START RECORDS FOR THE EXERCISE

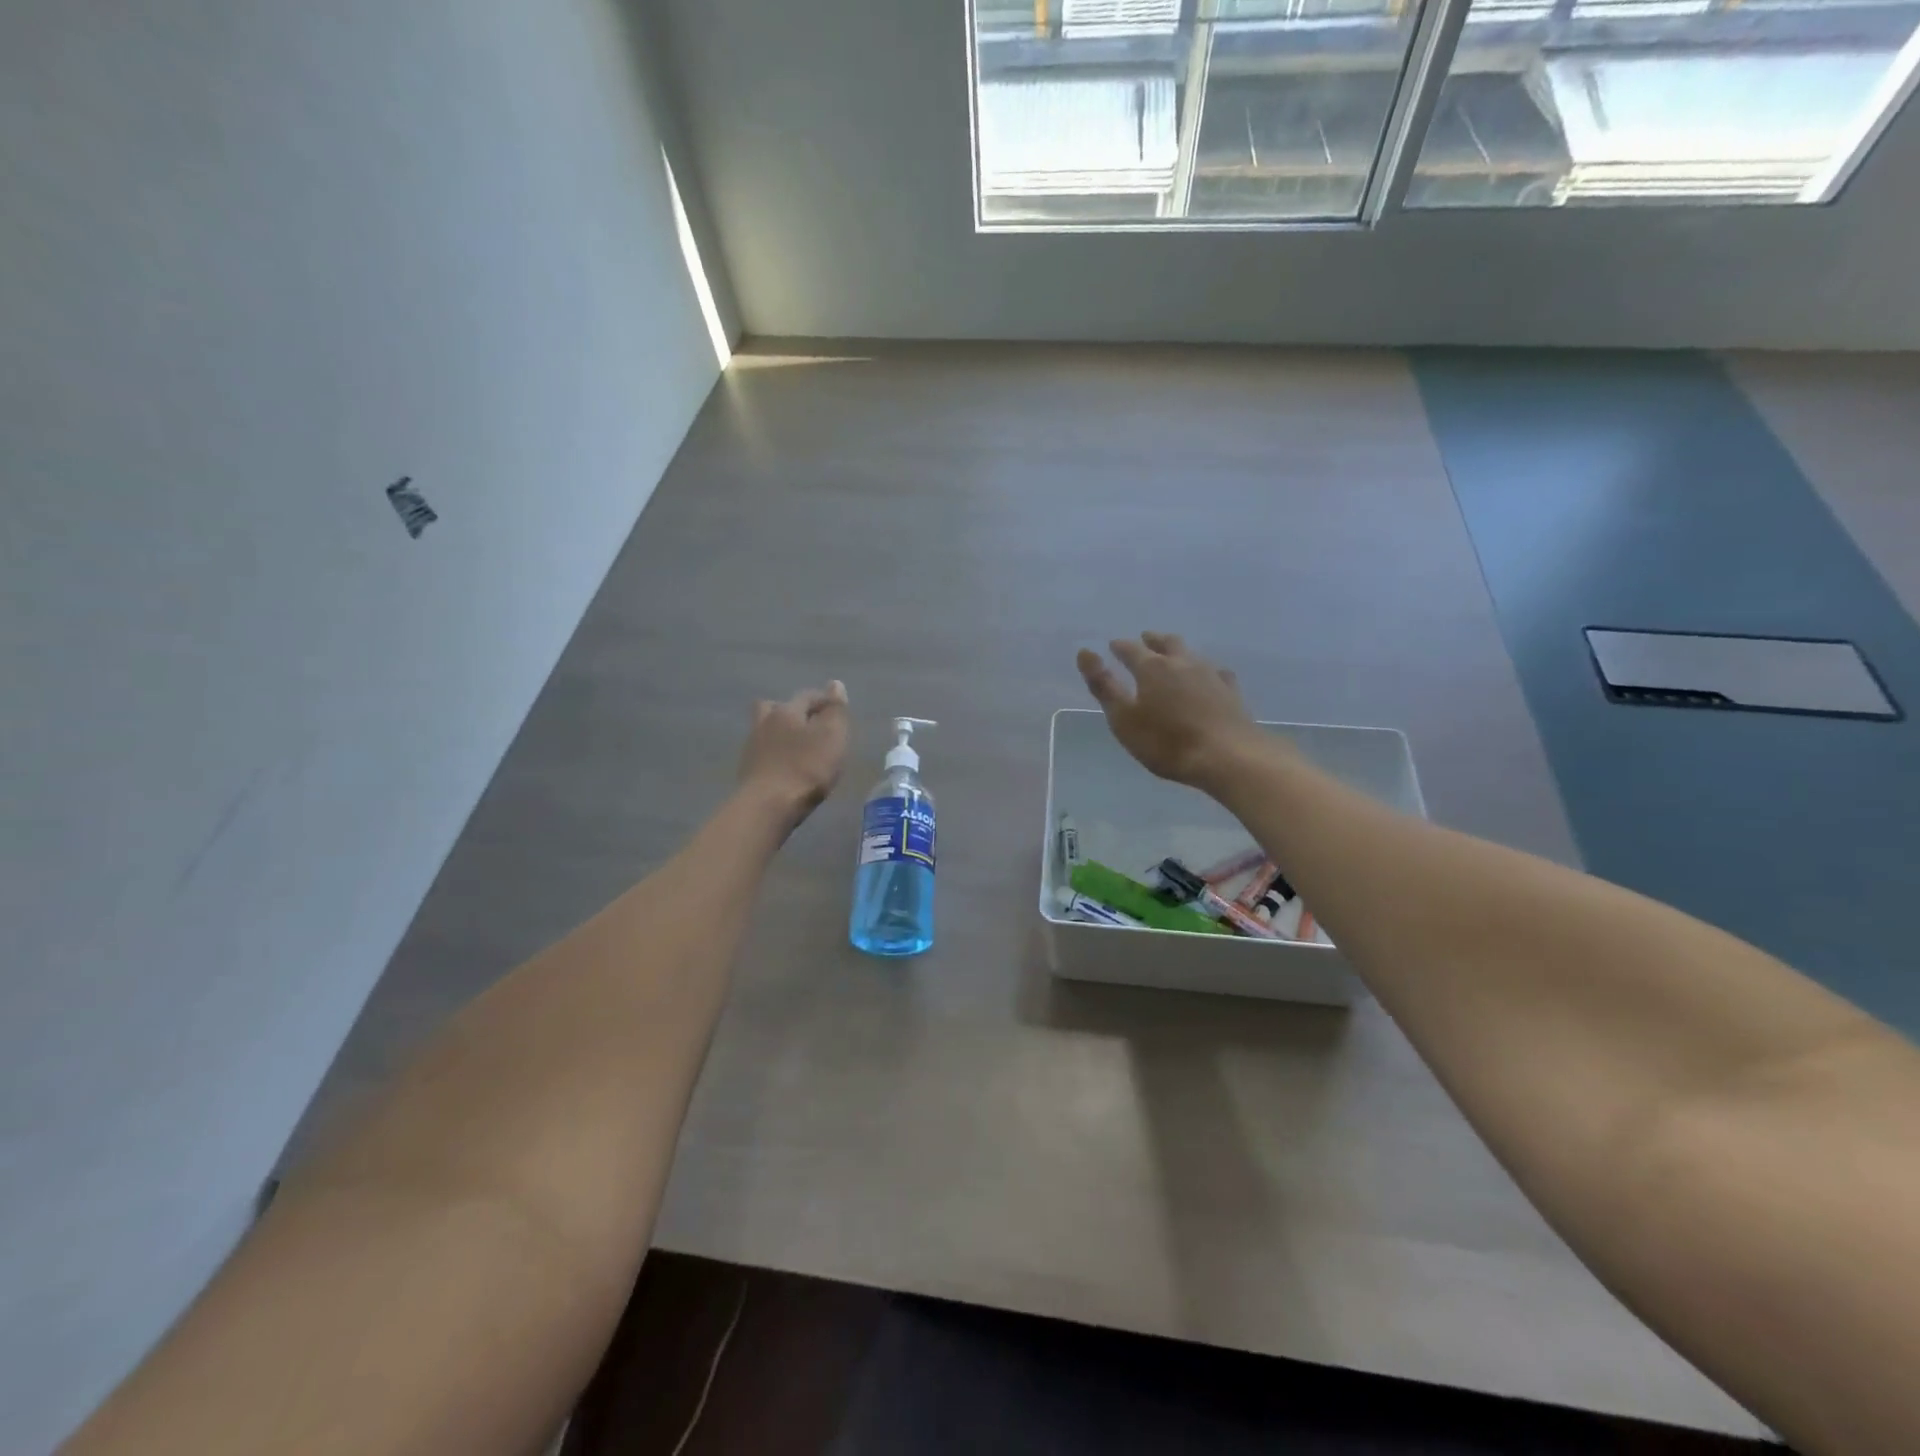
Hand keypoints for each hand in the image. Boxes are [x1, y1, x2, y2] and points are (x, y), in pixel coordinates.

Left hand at [737, 681, 850, 822]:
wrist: (768, 805)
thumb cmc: (807, 767)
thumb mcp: (832, 735)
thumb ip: (835, 710)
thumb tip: (835, 684)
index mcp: (787, 710)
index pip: (807, 696)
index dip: (824, 701)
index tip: (838, 712)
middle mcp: (765, 722)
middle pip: (777, 707)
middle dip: (793, 711)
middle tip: (810, 725)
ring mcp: (752, 747)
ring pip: (767, 729)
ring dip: (781, 733)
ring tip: (798, 747)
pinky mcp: (748, 770)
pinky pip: (763, 752)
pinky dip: (775, 754)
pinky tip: (785, 766)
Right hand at [1077, 634, 1268, 790]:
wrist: (1228, 756)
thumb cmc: (1167, 742)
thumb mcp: (1124, 718)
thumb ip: (1103, 686)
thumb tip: (1085, 652)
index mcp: (1152, 668)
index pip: (1131, 649)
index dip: (1120, 647)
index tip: (1112, 645)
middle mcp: (1182, 663)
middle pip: (1166, 643)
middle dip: (1152, 640)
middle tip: (1145, 639)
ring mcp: (1210, 675)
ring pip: (1191, 654)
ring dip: (1178, 652)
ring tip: (1173, 655)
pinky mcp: (1231, 691)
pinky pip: (1216, 672)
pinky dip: (1206, 671)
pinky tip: (1210, 676)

END RECORDS FOR THE EXERCISE

YOUR GOAL >>
Could the data above be copied out exactly, with no pictures kept?

ANSWER AREA >>
Hand keypoints for each hand in the image. Boxes are [x1, y1, x2, y2] and points are (x, y), in pixel coordinates.

Left hand at [737, 681, 850, 822]:
wrist: (768, 805)
thumb cmc: (807, 767)
thumb mcp: (832, 735)
thumb ip: (835, 710)
thumb tip: (835, 684)
index mcp: (787, 710)
index pip: (807, 696)
index dip: (824, 701)
index tip: (838, 712)
middle mcp: (765, 722)
middle pip: (777, 707)
middle dip: (793, 711)
middle tip: (810, 725)
ring mcp: (752, 747)
ring pip: (767, 729)
ring dip: (781, 733)
ring tip: (798, 747)
pinky mcp: (748, 770)
pinky pip: (763, 752)
pinky dip: (775, 754)
pinky tip: (785, 766)
Right hand at [1077, 634, 1268, 790]:
wrist: (1228, 756)
thumb cmc: (1167, 742)
thumb mcp: (1124, 718)
thumb ip: (1103, 686)
thumb tip: (1085, 652)
index mcp: (1152, 668)
index pip: (1131, 649)
index dip: (1120, 647)
index tip: (1112, 645)
middle mcp: (1182, 663)
middle pip: (1166, 643)
middle dip: (1152, 640)
middle tip: (1145, 639)
ring mcp: (1210, 675)
ring pip: (1191, 654)
ring dip: (1178, 652)
ring tip: (1173, 655)
pinky mcp: (1231, 691)
pinky pip: (1216, 672)
pinky dip: (1206, 671)
pinky tip: (1210, 676)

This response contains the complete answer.